Dia Mundial do Solo: da comemoração à luta pela gestão ecológica dos solos urbanos

Publicado em 05/12/2025 14:58

O Dia Mundial do Solo, institucionalizado pela ONU/FAO, não deveria ser apenas uma data comemorativa em nossos calendários, mas um marco anual de denúncia e de mobilização. O solo, base silenciosa de toda a vida terrestre, segue sendo degradado de maneira acelerada pela combinação perversa entre modelos produtivos predatórios, expansão urbana desordenada e políticas públicas fragmentadas. Celebrar o solo sem encarar a profundidade da crise é repetir a lógica que transformou um recurso vital em mera mercadoria ou suporte físico para as obras humanas. Por isso, mais do que comemorar, este dia exige que emprestemos nossa voz, nossa força e nosso conhecimento para recolocar o solo no centro das agendas ambientais, agrícolas e urbanas.

A degradação do solo não é apenas uma questão agronômica. É uma crise química, física, biológica e ecossistêmica. Quimicamente, a simplificação nutricional, a acidificação, a contaminação por metais pesados e resíduos de agrotóxicos comprometem a fertilidade de longo prazo e a segurança alimentar. Fisicamente, a desagregação que leva a compactação, a selagem superficial, a erosão laminar e em ravinas reduzem a infiltração de água, a capacidade de armazenamento hídrico e a estabilidade estrutural. Biologicamente, a perda de biodiversidade microbiana e de mesofauna destrói a rede de processos que mantém a ciclagem de nutrientes, a agregação do solo e a supressão natural de patógenos. No plano ecossistêmico, a fragmentação das paisagens, a perda de áreas de recarga hídrica e a impermeabilização contínua rompem as conexões entre solo, água, vegetação e clima local.

Neste ano, ao voltar as atenções para a gestão dos solos urbanos, a pauta torna-se ainda mais desafiadora e, ao mesmo tempo, estratégica. As cidades concentram a maior parte da população mundial, grande parte do consumo de recursos e um passivo crescente de áreas impermeabilizadas, taludes instáveis, terrenos contaminados e espaços abandonados. O solo urbano, quando existe e quando ainda não foi selado por concreto e asfalto, é frequentemente visto como um obstáculo à “modernização”, e não como infraestrutura ecológica. Entretanto, é justamente nesse território densamente ocupado que o manejo qualificado do solo pode contribuir para reduzir enchentes, mitigar ilhas de calor, aumentar a infiltração, recarregar aquíferos, produzir alimentos em hortas urbanas e comunitárias e melhorar a qualidade de vida de populações vulneráveis.

Falar em gestão de solos urbanos como marco de luta significa reconhecer que o planejamento das cidades precisa incorporar o solo como variável estruturante, e não residual.

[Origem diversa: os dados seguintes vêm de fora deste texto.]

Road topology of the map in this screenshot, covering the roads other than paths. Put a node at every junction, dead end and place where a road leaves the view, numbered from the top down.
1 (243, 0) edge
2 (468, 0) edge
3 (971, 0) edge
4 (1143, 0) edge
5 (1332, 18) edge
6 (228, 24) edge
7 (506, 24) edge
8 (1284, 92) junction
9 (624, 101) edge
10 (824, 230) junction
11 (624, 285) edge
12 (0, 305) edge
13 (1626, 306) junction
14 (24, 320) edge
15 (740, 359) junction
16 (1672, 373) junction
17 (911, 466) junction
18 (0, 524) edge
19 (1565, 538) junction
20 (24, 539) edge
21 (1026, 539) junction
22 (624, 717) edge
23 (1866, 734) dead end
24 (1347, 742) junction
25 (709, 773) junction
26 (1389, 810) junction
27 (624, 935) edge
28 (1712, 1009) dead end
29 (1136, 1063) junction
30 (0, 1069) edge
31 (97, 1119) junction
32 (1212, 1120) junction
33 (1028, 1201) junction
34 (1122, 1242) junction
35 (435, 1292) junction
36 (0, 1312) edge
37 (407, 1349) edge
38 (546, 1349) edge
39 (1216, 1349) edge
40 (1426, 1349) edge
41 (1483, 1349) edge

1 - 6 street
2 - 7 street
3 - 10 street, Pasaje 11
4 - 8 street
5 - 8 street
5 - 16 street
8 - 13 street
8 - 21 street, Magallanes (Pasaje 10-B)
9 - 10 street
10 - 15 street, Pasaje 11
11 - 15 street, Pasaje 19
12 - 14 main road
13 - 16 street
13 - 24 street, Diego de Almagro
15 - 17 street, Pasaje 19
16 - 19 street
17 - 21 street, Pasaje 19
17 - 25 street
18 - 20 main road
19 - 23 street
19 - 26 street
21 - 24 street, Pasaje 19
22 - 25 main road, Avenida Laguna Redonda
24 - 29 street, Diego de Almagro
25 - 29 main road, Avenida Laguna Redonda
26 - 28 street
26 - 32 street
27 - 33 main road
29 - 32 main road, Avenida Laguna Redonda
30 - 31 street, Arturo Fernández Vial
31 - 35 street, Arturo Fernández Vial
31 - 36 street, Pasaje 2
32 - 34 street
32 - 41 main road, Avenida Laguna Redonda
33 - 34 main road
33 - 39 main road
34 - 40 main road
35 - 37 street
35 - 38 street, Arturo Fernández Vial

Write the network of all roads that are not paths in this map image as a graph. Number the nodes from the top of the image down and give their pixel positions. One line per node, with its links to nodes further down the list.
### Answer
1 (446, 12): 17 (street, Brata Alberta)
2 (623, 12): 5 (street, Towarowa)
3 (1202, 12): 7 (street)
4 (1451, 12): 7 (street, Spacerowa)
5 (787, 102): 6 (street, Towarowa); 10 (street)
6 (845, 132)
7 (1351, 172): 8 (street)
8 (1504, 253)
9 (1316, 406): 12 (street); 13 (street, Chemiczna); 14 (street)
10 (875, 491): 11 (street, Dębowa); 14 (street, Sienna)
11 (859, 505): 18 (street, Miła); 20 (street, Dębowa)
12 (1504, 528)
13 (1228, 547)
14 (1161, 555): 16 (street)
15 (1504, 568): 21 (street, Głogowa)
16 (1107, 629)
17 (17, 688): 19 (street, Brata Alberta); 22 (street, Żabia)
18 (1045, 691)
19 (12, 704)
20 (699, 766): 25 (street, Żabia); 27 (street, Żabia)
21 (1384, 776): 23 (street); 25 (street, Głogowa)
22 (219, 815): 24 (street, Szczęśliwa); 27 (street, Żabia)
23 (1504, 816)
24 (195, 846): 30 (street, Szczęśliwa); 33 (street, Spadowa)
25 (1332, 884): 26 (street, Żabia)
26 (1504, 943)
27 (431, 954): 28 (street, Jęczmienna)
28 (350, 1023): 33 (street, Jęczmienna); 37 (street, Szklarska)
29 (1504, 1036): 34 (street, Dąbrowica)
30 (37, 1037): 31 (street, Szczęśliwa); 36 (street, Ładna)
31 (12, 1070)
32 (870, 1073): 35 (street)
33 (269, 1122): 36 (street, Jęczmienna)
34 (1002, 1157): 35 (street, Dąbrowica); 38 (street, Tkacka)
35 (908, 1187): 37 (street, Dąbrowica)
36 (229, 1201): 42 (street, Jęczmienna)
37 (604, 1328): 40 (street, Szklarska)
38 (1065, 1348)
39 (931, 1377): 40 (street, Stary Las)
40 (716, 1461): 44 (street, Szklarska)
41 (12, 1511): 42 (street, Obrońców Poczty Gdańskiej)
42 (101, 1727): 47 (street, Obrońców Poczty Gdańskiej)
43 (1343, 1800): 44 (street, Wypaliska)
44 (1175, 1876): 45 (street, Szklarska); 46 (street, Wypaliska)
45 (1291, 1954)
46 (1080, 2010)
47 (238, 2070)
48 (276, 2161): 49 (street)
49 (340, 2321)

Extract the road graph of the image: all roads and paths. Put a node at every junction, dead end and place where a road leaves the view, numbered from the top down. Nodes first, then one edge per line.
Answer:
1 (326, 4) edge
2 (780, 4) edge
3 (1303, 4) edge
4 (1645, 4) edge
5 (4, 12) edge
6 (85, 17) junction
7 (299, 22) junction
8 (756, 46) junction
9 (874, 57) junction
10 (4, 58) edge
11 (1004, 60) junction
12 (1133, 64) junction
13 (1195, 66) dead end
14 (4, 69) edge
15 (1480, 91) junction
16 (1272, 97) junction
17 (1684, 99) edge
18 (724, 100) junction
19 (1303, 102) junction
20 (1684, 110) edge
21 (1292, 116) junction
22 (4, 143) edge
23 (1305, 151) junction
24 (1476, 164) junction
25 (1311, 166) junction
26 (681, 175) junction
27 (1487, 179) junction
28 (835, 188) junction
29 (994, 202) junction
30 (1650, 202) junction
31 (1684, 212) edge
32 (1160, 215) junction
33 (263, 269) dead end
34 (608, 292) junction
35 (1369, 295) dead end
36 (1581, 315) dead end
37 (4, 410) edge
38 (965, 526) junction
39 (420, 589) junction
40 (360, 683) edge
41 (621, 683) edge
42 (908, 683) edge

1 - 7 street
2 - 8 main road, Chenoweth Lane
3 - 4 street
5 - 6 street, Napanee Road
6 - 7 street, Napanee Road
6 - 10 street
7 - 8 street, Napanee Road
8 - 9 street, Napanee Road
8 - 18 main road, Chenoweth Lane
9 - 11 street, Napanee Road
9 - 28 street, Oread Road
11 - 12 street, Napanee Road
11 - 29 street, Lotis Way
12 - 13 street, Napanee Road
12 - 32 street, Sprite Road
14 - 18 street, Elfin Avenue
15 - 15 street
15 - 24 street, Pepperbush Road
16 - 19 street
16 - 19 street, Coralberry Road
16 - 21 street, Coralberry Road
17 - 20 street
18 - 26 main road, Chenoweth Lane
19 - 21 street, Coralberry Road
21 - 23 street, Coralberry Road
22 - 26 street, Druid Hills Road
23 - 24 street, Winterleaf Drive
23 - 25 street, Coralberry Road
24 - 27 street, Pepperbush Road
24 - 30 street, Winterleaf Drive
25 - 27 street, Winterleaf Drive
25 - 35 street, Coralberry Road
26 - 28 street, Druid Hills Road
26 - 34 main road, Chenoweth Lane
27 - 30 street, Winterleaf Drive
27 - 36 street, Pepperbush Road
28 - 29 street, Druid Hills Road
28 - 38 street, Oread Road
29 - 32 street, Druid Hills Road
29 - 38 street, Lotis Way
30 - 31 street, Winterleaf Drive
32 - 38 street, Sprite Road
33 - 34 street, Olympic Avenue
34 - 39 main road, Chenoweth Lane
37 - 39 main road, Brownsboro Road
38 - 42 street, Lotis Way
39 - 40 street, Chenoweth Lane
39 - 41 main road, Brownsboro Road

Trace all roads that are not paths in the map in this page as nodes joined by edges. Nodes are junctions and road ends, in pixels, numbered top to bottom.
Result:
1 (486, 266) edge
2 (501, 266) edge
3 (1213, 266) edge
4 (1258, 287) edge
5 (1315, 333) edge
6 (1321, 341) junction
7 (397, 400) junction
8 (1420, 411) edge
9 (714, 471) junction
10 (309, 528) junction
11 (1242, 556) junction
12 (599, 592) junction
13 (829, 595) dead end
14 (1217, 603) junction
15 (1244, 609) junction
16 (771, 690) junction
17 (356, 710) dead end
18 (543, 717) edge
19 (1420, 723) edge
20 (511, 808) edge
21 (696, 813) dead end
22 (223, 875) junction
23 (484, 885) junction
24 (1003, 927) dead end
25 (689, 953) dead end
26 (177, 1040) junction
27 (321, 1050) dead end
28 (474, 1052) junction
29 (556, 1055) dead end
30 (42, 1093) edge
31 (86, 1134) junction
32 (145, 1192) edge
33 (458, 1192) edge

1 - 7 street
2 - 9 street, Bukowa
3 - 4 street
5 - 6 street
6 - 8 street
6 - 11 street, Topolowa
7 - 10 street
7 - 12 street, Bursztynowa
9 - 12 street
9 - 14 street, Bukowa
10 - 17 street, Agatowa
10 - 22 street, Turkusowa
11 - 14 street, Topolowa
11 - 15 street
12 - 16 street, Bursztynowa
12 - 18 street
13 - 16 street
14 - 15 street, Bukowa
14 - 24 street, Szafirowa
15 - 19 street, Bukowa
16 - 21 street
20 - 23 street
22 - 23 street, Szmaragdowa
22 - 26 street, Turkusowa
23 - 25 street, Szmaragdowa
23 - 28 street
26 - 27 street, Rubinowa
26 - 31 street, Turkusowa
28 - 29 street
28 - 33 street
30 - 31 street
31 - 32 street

Ruas, praças, canteiros, parques lineares, jardins de chuva, taludes de contenção, áreas de servidão de linhas férreas, margens de córregos canalizados ou ainda a céu aberto: todos esses espaços são oportunidades para restaurar a função ecológica do solo e reconectar a cidade com os ciclos naturais. Isso implica rever padrões de drenagem que aceleram o escoamento e transferem o problema para jusante, substituindo-os por soluções baseadas na natureza, que privilegiem a infiltração, o armazenamento descentralizado de água e o uso de vegetação adequada às condições locais.

Ao mesmo tempo, a luta pela conservação dos solos urbanos é uma luta política e educativa. Governantes, técnicos e a população em geral precisam ser sensibilizados para o fato de que combater a degradação do solo é um ato de humanidade e de coerência planetária com a vida. Políticas de habitação, mobilidade, saneamento, paisagismo e defesa civil devem dialogar com a ciência do solo, com a hidrologia e com a ecologia urbana. Não se trata apenas de “embelezar” a cidade, mas de construir uma infraestrutura viva, capaz de absorver choques climáticos, reduzir desastres e ampliar a justiça ambiental.

Neste Dia Mundial do Solo, o convite é claro: transformar a data em um ponto de convergência entre ciência, gestão pública e ação comunitária. Em vez de discursos protocolados, precisamos de diagnósticos objetivos, metas mensuráveis e programas de capacitação que formem multiplicadores em bairros, escolas, conselhos municipais e movimentos sociais. O solo urbano, tantas vezes esquecido sob camadas de concreto, precisa voltar a ser reconhecido como aquilo que de fato é: a pele viva da Terra, que sustenta não apenas plantas e construções, mas a dignidade das presentes e futuras gerações.